TASK ITEM: Copy out each line of the data below in which "Doutor" appears.

EXCERPTED RECORDS:
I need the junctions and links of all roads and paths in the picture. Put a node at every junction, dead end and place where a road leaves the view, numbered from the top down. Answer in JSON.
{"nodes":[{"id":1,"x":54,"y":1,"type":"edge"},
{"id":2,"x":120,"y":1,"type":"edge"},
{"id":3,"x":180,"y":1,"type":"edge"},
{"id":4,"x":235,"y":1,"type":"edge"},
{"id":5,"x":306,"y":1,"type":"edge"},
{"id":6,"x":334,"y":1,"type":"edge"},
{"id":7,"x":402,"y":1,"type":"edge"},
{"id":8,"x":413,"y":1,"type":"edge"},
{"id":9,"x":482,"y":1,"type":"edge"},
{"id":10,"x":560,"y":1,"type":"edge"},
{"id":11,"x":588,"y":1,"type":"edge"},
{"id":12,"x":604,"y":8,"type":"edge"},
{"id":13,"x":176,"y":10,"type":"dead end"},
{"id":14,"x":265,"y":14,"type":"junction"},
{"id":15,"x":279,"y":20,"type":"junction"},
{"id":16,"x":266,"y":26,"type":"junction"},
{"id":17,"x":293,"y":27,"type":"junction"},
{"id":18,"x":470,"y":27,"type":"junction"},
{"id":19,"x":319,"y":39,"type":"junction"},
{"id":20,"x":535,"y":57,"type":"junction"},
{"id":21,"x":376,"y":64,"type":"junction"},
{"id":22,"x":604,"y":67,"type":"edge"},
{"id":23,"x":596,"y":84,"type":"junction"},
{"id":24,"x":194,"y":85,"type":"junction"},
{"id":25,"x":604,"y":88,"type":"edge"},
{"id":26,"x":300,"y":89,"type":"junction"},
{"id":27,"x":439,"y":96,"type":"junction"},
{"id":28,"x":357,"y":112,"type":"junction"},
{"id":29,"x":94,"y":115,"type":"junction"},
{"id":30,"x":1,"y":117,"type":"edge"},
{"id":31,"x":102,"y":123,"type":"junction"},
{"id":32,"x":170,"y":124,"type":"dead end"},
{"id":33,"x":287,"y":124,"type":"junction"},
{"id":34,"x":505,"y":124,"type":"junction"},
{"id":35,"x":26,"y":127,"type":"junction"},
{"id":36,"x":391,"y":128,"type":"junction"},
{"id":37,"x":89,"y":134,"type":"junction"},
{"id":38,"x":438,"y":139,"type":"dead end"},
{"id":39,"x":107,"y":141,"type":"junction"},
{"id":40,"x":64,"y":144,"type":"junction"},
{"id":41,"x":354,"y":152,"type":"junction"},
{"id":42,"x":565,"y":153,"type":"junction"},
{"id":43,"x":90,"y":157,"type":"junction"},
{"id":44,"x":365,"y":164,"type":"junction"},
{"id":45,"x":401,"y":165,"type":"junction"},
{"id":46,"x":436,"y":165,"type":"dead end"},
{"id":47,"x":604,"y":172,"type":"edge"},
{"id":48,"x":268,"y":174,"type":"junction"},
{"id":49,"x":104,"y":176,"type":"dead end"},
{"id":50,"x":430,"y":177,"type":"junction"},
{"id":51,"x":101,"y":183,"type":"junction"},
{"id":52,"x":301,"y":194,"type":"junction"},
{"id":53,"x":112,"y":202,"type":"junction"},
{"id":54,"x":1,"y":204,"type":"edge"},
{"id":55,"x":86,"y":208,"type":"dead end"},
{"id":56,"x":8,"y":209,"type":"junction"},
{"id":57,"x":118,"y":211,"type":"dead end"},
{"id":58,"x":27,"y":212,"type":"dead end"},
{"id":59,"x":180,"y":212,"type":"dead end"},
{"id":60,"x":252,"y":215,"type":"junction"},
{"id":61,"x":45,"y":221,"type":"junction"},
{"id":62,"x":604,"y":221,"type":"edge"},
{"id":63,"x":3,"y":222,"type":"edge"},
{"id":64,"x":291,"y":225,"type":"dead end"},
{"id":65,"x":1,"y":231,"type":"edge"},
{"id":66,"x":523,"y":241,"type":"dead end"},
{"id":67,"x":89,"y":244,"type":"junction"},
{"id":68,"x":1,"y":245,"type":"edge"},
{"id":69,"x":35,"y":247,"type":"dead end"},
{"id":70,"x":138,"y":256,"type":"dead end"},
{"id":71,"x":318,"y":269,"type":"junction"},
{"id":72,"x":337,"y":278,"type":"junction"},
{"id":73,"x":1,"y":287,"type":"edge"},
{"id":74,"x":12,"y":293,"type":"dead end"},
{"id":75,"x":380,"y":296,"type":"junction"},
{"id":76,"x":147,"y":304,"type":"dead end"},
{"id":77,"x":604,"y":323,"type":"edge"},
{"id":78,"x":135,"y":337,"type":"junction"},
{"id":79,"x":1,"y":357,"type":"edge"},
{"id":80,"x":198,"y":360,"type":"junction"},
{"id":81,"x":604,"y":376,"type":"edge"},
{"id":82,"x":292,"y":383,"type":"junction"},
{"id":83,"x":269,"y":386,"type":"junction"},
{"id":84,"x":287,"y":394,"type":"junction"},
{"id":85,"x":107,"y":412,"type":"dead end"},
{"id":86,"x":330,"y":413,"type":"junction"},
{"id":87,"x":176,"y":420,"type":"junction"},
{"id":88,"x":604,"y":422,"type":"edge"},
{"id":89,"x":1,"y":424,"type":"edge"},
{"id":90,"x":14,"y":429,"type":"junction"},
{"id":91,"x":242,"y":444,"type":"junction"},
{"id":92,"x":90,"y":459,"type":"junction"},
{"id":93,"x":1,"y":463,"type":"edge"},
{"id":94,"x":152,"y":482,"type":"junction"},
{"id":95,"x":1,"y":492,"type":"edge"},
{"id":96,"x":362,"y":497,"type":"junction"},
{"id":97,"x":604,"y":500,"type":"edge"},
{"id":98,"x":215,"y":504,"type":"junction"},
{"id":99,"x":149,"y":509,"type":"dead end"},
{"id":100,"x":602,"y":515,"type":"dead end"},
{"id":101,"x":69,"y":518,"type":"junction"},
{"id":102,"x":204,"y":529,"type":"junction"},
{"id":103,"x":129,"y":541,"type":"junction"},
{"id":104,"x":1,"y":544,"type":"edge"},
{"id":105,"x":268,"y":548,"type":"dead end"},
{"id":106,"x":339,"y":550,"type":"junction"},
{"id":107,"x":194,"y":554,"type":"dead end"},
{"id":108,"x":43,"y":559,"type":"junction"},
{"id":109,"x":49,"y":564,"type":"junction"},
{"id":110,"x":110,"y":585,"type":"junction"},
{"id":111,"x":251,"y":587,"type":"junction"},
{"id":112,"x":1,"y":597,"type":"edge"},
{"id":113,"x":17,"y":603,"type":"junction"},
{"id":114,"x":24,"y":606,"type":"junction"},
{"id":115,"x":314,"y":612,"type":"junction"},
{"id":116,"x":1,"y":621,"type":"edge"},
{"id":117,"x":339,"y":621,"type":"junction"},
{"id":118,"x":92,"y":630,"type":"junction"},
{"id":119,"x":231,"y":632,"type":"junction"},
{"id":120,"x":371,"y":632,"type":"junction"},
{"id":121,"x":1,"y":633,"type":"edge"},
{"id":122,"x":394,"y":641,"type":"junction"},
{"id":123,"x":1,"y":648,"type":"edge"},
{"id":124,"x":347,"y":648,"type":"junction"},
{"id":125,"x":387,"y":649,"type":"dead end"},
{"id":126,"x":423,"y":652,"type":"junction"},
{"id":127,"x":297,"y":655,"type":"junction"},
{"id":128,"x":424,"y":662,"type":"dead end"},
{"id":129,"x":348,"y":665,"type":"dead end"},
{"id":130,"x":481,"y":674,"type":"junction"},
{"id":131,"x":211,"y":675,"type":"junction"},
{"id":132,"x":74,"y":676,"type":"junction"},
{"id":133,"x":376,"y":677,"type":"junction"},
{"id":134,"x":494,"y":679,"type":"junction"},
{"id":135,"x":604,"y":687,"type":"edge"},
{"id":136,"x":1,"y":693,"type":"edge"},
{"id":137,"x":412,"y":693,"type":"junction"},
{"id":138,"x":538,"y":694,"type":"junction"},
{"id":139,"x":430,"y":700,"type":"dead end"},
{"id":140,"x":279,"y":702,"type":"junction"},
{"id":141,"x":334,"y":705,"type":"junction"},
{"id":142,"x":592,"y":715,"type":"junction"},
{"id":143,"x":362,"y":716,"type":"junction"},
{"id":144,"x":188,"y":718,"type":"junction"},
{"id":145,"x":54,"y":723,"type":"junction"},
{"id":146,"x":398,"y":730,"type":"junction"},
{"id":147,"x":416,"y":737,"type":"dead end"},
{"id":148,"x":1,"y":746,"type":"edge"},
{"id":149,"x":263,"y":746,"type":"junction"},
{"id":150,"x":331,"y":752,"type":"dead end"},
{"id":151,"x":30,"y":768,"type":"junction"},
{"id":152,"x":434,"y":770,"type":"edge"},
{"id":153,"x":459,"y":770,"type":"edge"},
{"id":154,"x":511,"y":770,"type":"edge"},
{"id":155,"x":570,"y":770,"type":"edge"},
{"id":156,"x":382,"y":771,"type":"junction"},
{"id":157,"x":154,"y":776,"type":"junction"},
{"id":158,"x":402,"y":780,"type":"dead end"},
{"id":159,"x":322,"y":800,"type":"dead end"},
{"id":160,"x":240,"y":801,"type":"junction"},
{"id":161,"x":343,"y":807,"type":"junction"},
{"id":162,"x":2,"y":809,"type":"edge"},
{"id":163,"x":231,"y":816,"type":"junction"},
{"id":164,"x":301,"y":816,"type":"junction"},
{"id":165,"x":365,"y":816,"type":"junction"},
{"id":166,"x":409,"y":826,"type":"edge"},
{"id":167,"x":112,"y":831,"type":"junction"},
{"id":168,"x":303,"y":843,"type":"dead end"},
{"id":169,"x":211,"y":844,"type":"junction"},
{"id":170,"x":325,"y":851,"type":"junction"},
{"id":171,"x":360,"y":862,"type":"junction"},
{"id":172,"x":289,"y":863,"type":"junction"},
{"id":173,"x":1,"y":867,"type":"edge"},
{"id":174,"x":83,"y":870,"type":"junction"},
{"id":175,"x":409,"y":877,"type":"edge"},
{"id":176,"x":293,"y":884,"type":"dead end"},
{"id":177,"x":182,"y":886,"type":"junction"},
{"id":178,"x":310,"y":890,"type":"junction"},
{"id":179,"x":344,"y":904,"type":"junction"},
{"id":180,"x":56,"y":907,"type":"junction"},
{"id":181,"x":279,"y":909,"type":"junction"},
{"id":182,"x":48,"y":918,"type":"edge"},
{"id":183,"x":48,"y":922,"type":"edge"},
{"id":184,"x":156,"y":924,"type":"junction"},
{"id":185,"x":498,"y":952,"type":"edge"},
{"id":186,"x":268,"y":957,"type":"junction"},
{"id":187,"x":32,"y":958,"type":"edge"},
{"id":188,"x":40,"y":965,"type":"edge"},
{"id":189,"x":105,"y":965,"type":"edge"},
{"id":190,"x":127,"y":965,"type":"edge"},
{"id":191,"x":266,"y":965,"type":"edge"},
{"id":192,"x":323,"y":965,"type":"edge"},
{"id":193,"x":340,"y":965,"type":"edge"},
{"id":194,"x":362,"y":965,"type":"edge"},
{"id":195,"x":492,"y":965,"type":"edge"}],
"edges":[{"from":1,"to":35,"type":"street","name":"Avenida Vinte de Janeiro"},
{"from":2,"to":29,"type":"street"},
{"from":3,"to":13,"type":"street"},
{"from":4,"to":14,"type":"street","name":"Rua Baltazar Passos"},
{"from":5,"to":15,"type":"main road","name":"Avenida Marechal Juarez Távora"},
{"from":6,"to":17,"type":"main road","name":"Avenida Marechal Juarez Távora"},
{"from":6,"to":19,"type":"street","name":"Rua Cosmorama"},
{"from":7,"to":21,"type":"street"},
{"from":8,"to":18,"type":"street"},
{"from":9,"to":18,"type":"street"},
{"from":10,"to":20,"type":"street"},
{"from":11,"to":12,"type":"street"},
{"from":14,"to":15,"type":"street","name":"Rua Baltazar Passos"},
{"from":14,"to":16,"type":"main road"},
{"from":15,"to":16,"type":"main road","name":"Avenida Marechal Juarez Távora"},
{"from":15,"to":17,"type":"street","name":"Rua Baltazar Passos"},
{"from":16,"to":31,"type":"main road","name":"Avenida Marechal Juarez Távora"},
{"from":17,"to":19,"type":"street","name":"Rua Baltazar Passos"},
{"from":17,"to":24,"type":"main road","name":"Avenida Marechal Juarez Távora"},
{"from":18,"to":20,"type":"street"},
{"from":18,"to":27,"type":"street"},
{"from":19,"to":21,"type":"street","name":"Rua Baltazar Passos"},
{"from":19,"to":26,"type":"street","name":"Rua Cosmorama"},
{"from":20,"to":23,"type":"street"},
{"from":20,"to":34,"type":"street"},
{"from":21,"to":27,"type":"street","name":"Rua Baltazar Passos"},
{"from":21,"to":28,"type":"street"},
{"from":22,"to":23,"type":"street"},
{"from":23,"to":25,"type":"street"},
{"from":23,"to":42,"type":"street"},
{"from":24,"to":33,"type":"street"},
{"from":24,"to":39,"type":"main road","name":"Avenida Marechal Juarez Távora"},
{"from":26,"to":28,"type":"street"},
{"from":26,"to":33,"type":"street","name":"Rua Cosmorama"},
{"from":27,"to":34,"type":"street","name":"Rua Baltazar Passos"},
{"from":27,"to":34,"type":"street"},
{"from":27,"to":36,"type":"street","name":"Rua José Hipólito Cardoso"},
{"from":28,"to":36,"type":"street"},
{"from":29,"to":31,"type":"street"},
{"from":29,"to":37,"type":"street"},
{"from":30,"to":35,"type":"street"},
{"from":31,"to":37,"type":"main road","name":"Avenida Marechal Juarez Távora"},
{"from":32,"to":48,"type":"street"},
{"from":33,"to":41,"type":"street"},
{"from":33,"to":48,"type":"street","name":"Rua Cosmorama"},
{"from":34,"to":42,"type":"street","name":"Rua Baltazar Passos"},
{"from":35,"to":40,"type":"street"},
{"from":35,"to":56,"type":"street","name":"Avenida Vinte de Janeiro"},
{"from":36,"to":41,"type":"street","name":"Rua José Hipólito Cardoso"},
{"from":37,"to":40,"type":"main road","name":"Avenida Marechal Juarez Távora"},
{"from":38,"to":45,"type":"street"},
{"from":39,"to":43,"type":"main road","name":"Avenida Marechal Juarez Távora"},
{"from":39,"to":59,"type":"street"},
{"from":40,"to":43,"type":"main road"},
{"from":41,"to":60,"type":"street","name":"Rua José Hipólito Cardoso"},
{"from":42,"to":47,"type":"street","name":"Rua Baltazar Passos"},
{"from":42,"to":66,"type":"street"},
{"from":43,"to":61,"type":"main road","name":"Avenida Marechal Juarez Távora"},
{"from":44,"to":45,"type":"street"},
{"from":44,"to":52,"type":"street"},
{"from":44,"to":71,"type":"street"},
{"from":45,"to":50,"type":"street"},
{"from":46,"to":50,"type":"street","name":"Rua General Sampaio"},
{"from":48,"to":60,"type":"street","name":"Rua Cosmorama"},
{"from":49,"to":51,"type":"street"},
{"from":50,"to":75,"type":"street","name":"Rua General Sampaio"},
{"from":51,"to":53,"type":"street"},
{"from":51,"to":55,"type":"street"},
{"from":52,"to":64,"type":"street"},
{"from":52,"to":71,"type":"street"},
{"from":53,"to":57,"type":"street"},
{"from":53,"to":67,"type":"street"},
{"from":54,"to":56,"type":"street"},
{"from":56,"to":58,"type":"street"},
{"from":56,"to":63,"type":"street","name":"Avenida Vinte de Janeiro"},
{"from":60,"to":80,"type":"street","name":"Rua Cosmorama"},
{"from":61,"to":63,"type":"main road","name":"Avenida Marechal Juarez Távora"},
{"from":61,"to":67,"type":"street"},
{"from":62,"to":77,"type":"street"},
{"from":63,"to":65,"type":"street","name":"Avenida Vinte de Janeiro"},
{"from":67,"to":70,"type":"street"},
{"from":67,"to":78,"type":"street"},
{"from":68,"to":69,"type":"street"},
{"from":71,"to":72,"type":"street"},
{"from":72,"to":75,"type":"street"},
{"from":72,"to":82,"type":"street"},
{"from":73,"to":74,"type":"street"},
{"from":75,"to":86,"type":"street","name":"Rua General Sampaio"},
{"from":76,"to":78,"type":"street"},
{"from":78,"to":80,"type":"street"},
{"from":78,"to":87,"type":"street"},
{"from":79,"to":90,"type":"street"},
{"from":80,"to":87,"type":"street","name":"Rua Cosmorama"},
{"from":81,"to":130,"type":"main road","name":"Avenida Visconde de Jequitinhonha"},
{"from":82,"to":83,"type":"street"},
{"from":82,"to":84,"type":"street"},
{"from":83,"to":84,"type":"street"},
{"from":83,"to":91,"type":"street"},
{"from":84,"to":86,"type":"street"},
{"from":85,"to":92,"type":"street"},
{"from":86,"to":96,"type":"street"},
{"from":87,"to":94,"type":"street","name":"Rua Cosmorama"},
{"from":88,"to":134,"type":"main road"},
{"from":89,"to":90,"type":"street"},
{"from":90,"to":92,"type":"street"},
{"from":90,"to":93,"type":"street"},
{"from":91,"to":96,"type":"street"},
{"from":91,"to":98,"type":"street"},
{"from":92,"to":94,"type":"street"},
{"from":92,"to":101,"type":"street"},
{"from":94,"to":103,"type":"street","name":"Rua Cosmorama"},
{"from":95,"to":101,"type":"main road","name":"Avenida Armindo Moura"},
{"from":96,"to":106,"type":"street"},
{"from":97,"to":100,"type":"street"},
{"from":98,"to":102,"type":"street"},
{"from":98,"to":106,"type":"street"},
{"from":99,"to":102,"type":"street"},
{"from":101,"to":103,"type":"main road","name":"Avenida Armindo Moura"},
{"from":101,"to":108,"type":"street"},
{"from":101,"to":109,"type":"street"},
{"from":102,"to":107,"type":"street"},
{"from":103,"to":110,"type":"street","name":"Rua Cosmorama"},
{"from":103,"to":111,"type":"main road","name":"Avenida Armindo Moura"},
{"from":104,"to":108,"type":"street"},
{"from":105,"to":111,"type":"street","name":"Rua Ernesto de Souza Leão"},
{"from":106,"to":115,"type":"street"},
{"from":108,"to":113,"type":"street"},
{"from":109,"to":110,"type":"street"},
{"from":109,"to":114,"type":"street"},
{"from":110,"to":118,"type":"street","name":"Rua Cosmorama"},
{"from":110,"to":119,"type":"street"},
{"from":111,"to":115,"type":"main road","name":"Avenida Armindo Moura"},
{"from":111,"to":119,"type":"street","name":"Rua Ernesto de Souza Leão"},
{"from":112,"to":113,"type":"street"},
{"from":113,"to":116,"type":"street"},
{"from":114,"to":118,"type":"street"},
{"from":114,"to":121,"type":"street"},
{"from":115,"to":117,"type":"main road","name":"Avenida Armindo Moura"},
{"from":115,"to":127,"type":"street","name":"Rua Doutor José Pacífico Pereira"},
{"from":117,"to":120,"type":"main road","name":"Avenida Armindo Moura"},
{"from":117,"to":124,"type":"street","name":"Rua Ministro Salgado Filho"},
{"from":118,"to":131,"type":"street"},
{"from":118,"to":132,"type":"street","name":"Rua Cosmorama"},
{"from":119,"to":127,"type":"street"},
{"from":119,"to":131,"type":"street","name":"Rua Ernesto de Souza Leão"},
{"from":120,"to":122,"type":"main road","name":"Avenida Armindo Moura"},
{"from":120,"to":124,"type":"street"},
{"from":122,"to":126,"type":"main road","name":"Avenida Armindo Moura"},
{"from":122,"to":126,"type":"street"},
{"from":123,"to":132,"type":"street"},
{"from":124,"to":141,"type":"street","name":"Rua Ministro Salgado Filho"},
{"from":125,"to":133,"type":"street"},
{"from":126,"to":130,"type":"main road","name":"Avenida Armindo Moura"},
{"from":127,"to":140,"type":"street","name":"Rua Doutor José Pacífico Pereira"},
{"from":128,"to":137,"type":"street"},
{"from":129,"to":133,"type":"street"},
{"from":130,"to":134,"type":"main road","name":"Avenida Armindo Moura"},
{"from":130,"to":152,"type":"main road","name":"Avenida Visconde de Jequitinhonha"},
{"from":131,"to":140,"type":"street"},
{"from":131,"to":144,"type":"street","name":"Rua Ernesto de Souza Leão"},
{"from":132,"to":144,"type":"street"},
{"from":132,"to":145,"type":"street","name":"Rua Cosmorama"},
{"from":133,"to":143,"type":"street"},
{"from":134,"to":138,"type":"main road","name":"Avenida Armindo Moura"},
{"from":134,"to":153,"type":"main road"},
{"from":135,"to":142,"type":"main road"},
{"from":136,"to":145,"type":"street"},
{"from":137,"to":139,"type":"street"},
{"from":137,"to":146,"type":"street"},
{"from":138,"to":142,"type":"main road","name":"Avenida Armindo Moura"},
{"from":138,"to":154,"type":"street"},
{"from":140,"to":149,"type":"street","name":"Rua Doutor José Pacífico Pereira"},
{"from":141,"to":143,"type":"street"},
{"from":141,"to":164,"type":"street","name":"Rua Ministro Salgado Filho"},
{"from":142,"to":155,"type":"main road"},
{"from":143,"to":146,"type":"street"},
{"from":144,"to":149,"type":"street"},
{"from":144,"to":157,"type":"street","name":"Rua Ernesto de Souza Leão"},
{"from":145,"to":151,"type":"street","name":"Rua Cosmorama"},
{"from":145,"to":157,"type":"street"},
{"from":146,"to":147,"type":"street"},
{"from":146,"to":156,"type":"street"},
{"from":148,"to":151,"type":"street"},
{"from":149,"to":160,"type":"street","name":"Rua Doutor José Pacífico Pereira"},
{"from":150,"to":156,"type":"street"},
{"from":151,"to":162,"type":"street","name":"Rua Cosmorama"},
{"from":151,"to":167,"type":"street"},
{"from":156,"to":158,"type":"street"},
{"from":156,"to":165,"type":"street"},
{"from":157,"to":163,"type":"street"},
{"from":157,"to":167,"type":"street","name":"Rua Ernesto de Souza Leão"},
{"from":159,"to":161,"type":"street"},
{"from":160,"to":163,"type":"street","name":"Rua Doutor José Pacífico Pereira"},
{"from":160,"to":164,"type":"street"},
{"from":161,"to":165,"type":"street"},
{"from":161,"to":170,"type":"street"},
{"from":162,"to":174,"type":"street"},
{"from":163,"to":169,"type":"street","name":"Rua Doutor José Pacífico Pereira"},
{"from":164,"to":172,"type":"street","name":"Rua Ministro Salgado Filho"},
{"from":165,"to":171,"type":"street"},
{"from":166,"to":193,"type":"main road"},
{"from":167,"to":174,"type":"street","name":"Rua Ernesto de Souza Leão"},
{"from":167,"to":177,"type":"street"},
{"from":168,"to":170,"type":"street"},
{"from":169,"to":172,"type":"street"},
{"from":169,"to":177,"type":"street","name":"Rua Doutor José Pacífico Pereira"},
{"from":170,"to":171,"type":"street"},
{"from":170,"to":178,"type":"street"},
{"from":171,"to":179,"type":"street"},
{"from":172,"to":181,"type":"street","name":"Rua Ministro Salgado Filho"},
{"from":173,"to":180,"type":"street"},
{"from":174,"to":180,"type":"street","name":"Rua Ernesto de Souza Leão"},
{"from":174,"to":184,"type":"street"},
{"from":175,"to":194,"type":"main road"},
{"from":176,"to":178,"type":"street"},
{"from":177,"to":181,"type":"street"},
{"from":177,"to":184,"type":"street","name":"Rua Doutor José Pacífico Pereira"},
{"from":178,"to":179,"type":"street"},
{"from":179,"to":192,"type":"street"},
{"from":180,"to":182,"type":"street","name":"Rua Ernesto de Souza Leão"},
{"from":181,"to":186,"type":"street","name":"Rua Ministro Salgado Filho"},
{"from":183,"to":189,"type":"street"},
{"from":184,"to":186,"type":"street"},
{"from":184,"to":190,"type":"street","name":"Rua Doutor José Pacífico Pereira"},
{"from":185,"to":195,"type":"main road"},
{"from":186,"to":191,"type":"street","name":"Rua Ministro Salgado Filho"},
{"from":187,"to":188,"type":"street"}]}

EXERCISE RESPONSE:
{"from":115,"to":127,"type":"street","name":"Rua Doutor José Pacífico Pereira"},
{"from":127,"to":140,"type":"street","name":"Rua Doutor José Pacífico Pereira"},
{"from":140,"to":149,"type":"street","name":"Rua Doutor José Pacífico Pereira"},
{"from":149,"to":160,"type":"street","name":"Rua Doutor José Pacífico Pereira"},
{"from":160,"to":163,"type":"street","name":"Rua Doutor José Pacífico Pereira"},
{"from":163,"to":169,"type":"street","name":"Rua Doutor José Pacífico Pereira"},
{"from":169,"to":177,"type":"street","name":"Rua Doutor José Pacífico Pereira"},
{"from":177,"to":184,"type":"street","name":"Rua Doutor José Pacífico Pereira"},
{"from":184,"to":190,"type":"street","name":"Rua Doutor José Pacífico Pereira"},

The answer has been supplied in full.